Augustas Serapinas. Potatoes and Chamomile. Installation view. London, 2025. Photo by Stephen James. Courtesy of the artist and Emalin, London

Lithuanian artist Augustas Serapinas’s works are almost always a fusion of creation and destruction. For his most recent project, he combines gardening and conceptual art, creating a thought-provoking exhibition at Emalin gallery in London.

‘Finely chop the vegetables (beetroots, cucumbers and spring onion leaves)’ … Augustas Serapinas (b. 1990) is brewing up Lithuanian Cold Borscht in a greenhouse at Number One Holywell Lane, London. Despite the medieval sound of the address of his gallery Emalin, its glass walls overlook a truly urban Shoreditch, a junction of roads and tracks that would have kept Leon Kossoff (1926–2019) happy. Serapinas is well known for cleansing the timbers of rural shacks with fire and then rebuilding. He has also rescued the skeletons of three greenhouses from central Vilnius, only to erect them in a different format. His dismantling and rebuilding emphasise the constant change in humankind’s relationship with the environment. What the hell are we doing to the earth? Well, you can come and taste what Serapinas’ is doing at the end of this exhibition – he is serving up a soup.

The broad beams of the country houses are singed and sealed charcoal black. Some have been hollowed out like primitive canoes. Earth fills the carved-out holes, so the once proud tree trunks look like water troughs converted into raised street flower beds. I visited the gallery on day one, so one could see no sign of the beets or potatoes (which are traditionally eaten with the soup), but other seedlings had broken out of the earth.
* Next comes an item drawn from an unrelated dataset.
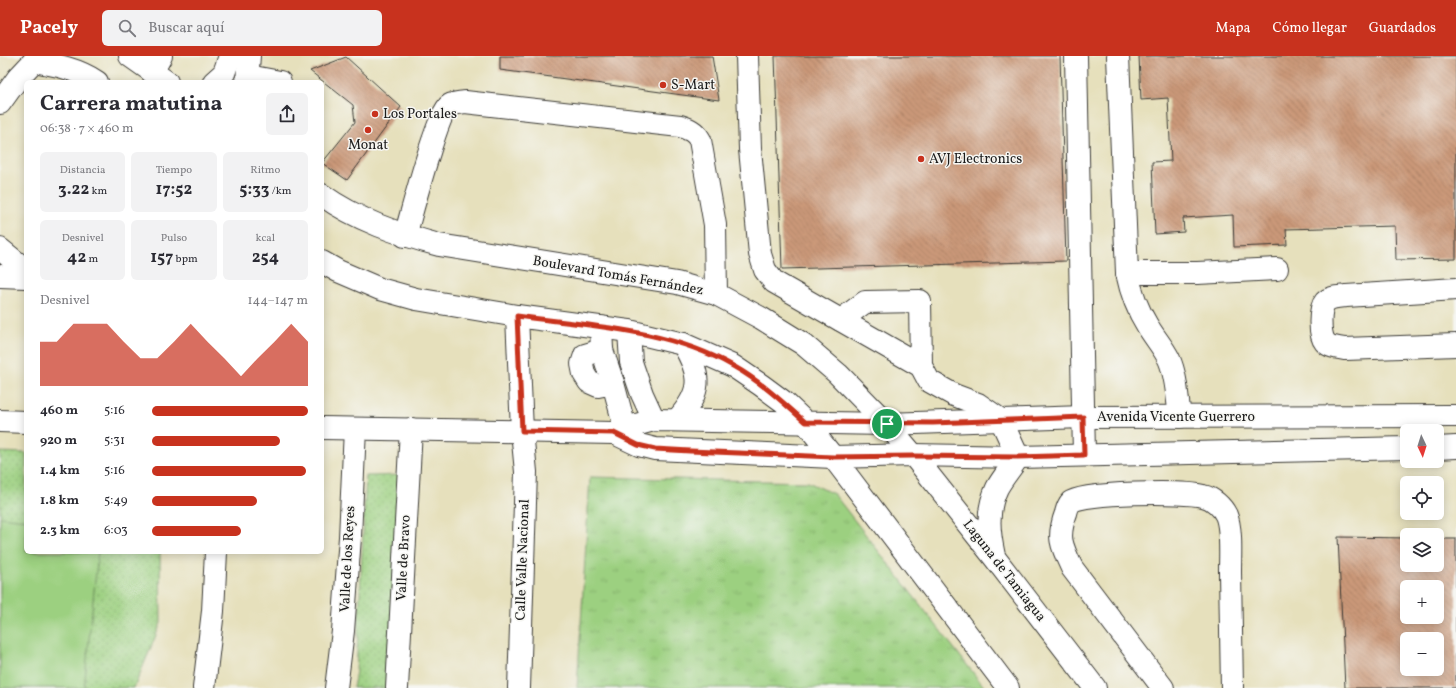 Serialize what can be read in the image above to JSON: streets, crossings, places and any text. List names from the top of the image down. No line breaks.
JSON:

The artist/gardener/cook has planted flowers, just in the anticipation of their colour and form, but if the gallery staff have the necessary green fingers, they will produce the herbs as well as the vegetables (coriander, dill, parsley, lemon balm and mint). ‘When I think about planting, I think about people,’ St Augustas confesses to me, and as in a monastery garden he has bribed the workers by growing camomile for their tea.

While the wooden planter construction fills the centre of the room, there are two other, even more typical Serapinas artworks in the gallery. He sees architecture ‘not as final structure but as a set of elements’ …. ‘Once the roasted vegetables are cool transfer them to a blender,’ reads the recipe for the soup. The architectural echo is that once the building starts to lose its point save its elements by placing them in a different situation. Two charred window frames and structures are placed on the inner gallery walls, rather as if they are blind onlookers to the changing world.
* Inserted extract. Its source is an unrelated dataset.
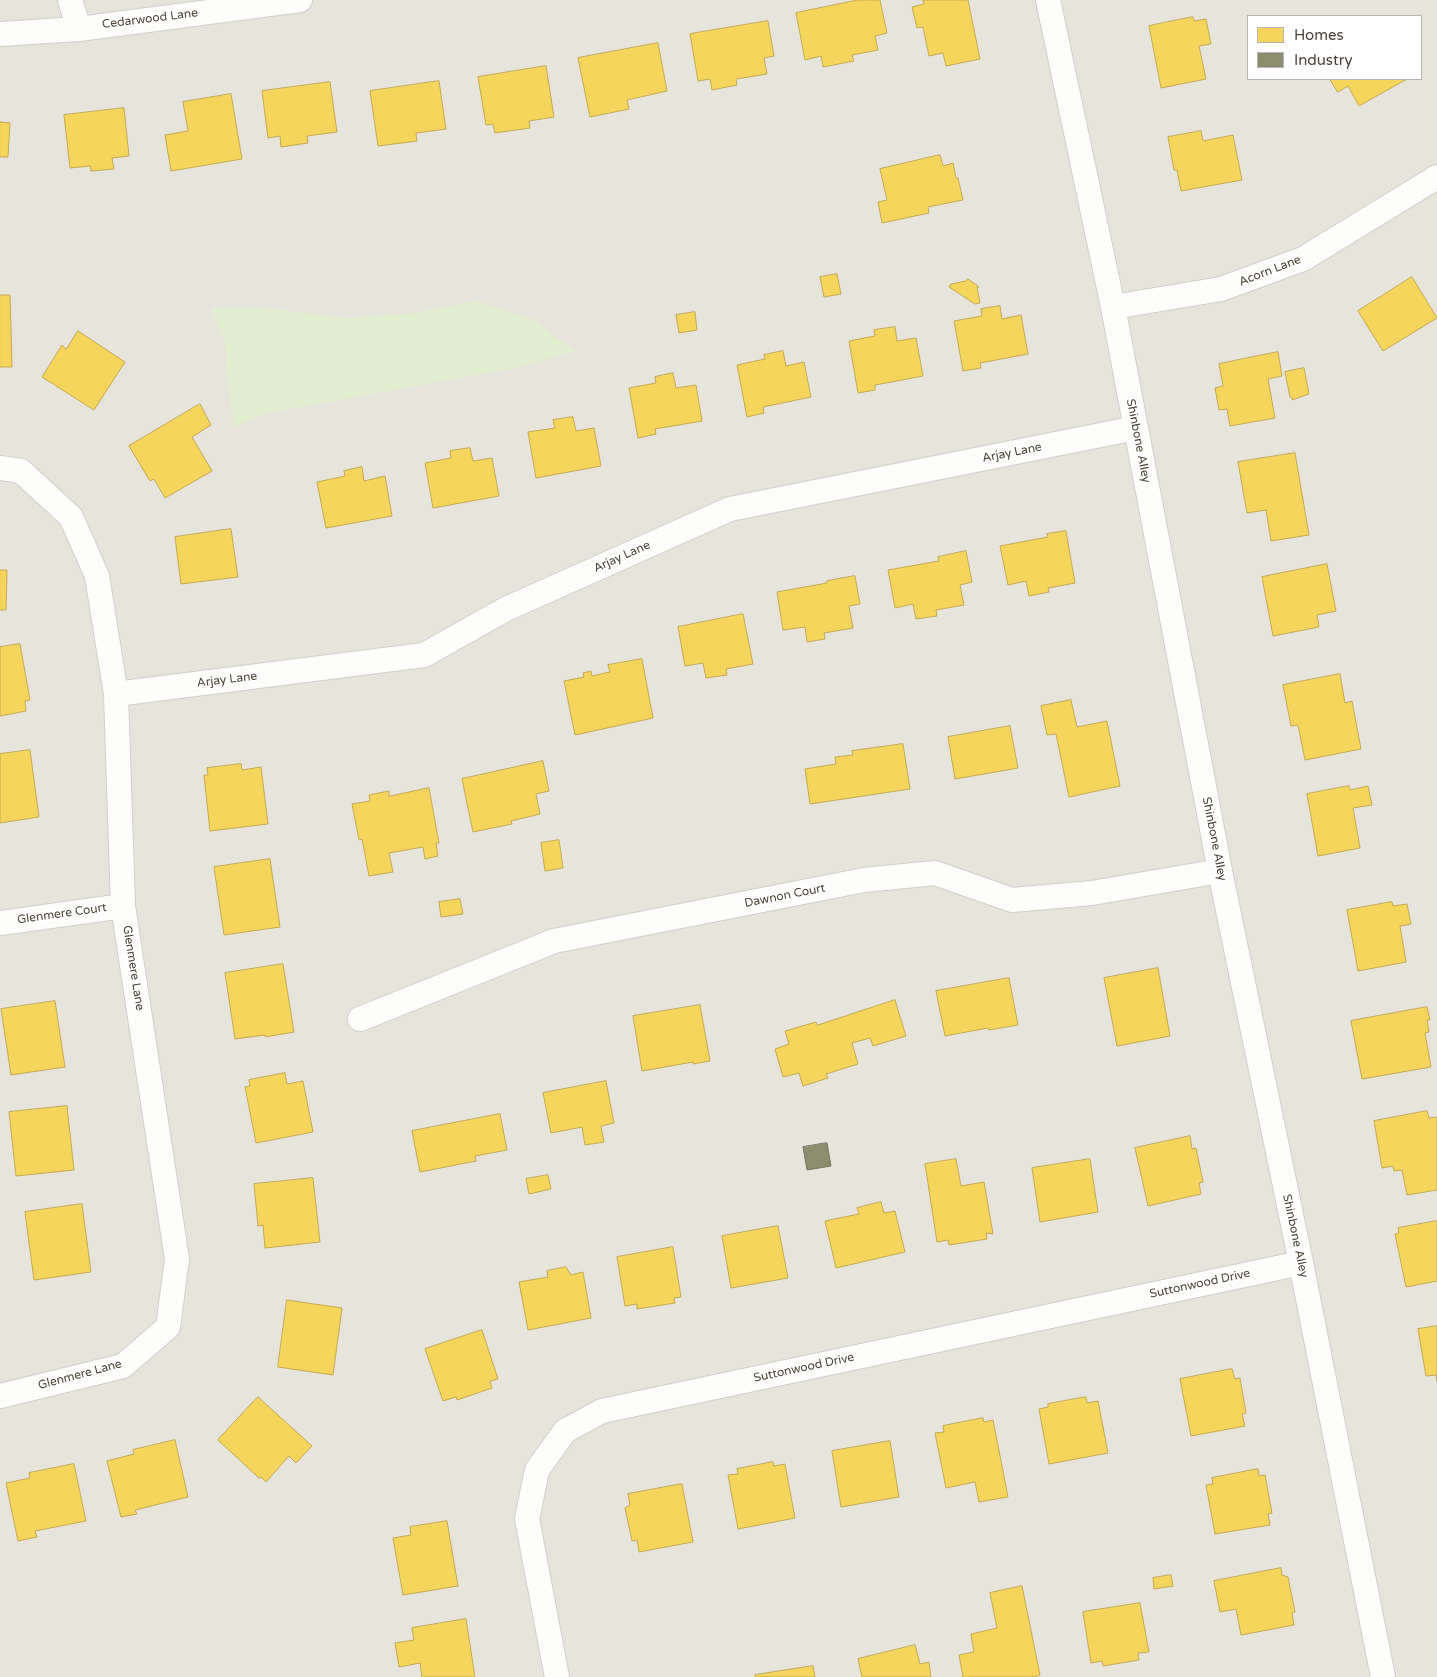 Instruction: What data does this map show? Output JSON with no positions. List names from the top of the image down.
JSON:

Serapinas is your archetypal modernist. He is not that different from the child in the playroom. He comes in and knocks down the structure that was there before and examines all the bricks and re-assembles them in a new vision. But, of course, that does not satisfy for long, so he knocks it down and starts again.

Seeing the rows of small sprouting plants in their beds made me think of the Anglo-Polish artist Andrzej Jackowski (b. 1947), who spent the first eleven years of his life living in a Nissen Hut in a Welsh refugee camp. He has made many paintings which depict his father who invariably seems to be floating, almost Chagall like, ungrounded. His father had been a Polish General in World War II and though he spent the rest of his remaining days in Britain, he never properly settled. As soon as he moved to a new place, he liked to put down radishes, as they were the quickest thing to sprout roots. As I told Serapinas about this, I realised that almost the opposite was true with him.
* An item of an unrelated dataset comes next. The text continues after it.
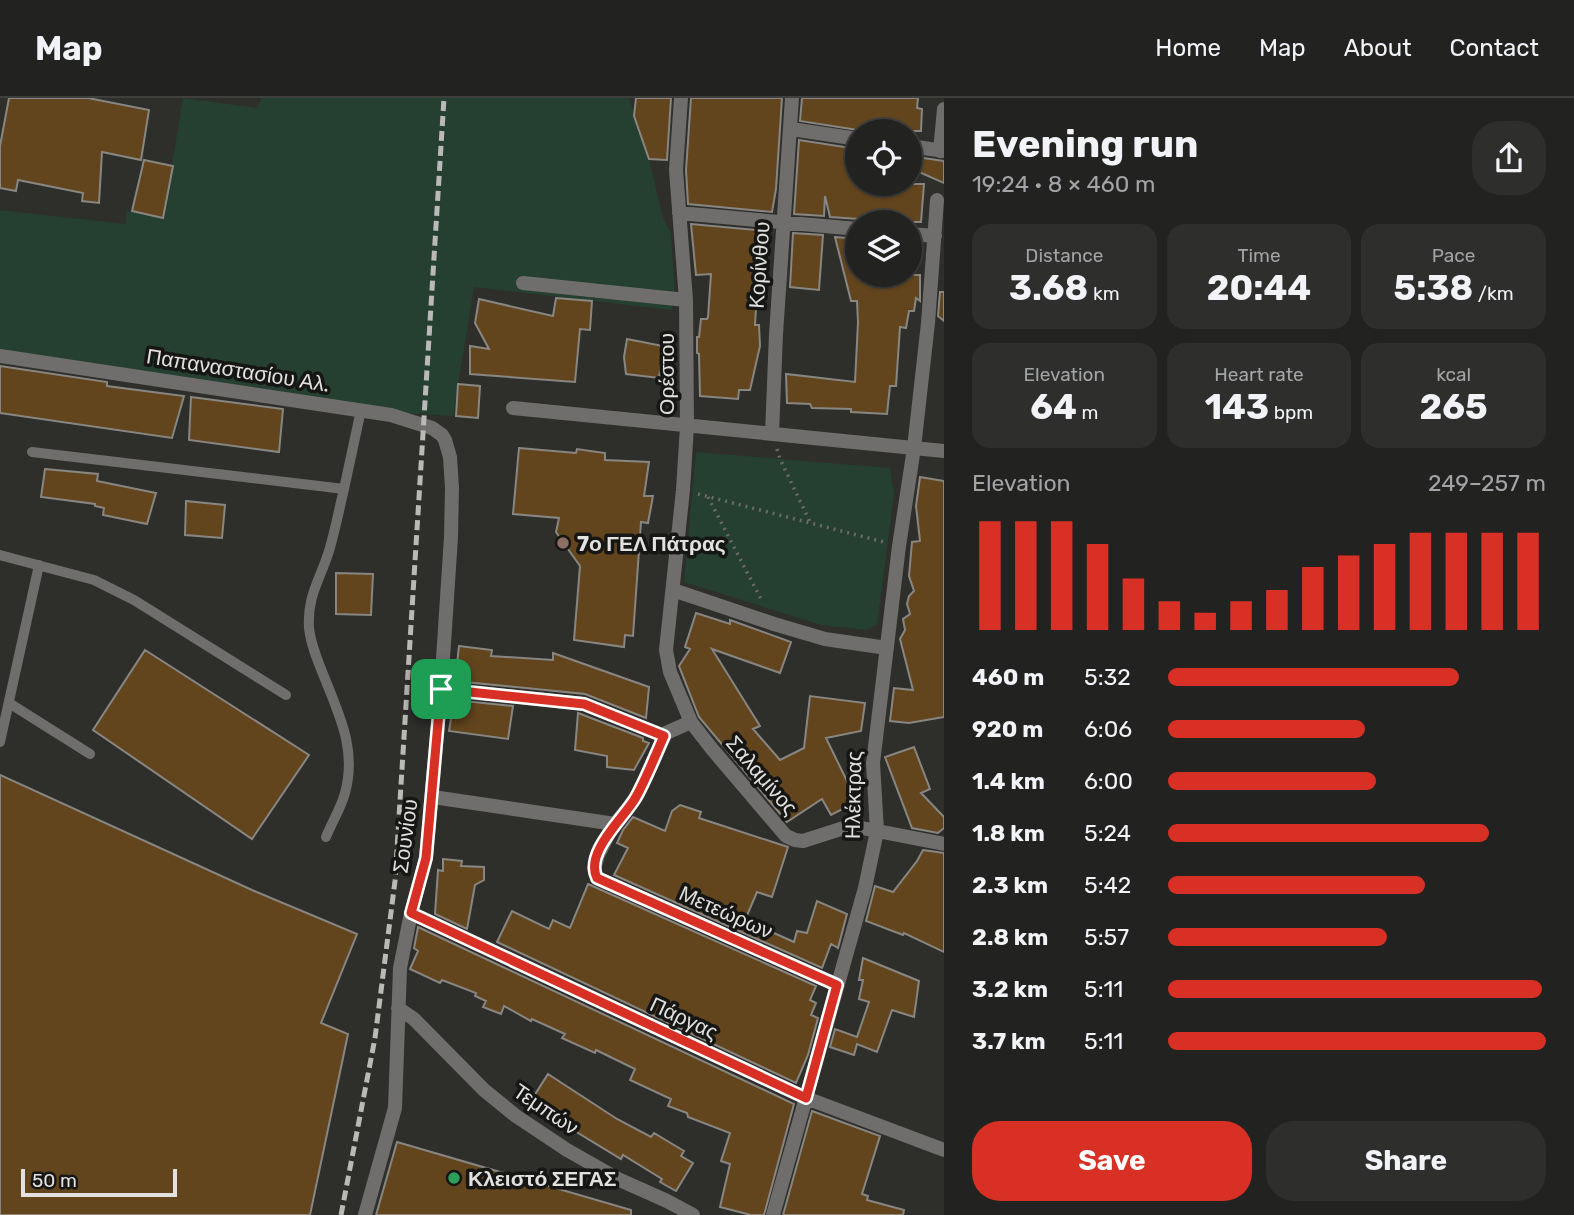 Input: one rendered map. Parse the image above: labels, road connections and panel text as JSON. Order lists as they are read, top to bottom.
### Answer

As a true Modernist, Serapinas is a believer in constant change. He first started using sheds on a residency in Newfoundland in Canada. He was on Fogo Island, which as one of the first jots of land for thousands of Atlantic miles, traditionally survived on fishing. In recent times the fisherman population has radically eroded, so many fishing huts are redundant. The sheds are an important part of Fogo’s cultural heritage, but most of them have been converted into workshops or stores. Augustas explains: ‘I learnt that one of the sheds was going to be torn down.’ After he was given permission to dismantle it, he heard that the hut already had had three different functions. ‘I built another version of it – and called it ‘Four Sheds’, as my artwork was the fourth version of the shed.’

Serapinas is not an architect. As the two window frames in the exhibition proclaim he is interested in the parts, in the details that can be re-used, not in a functional way, but rather showing their limits, what they can and what they can’t do. The Modernist critic, Greenberg, would love these relics. Greenberg proclaimed that painting was flat and should not be seen as a window on the world. Serapinas has gone further and shown that even windows can fail to be windows!

Emalin’s massive windowpanes overlook a Gotham city like environment; this meant that it was a ‘natural’ place to turn it into a greenhouse. Serapinas’ sheds and houses always come from rural settings, but as a city dweller himself he is fascinated with the intense relationship between the house and garden.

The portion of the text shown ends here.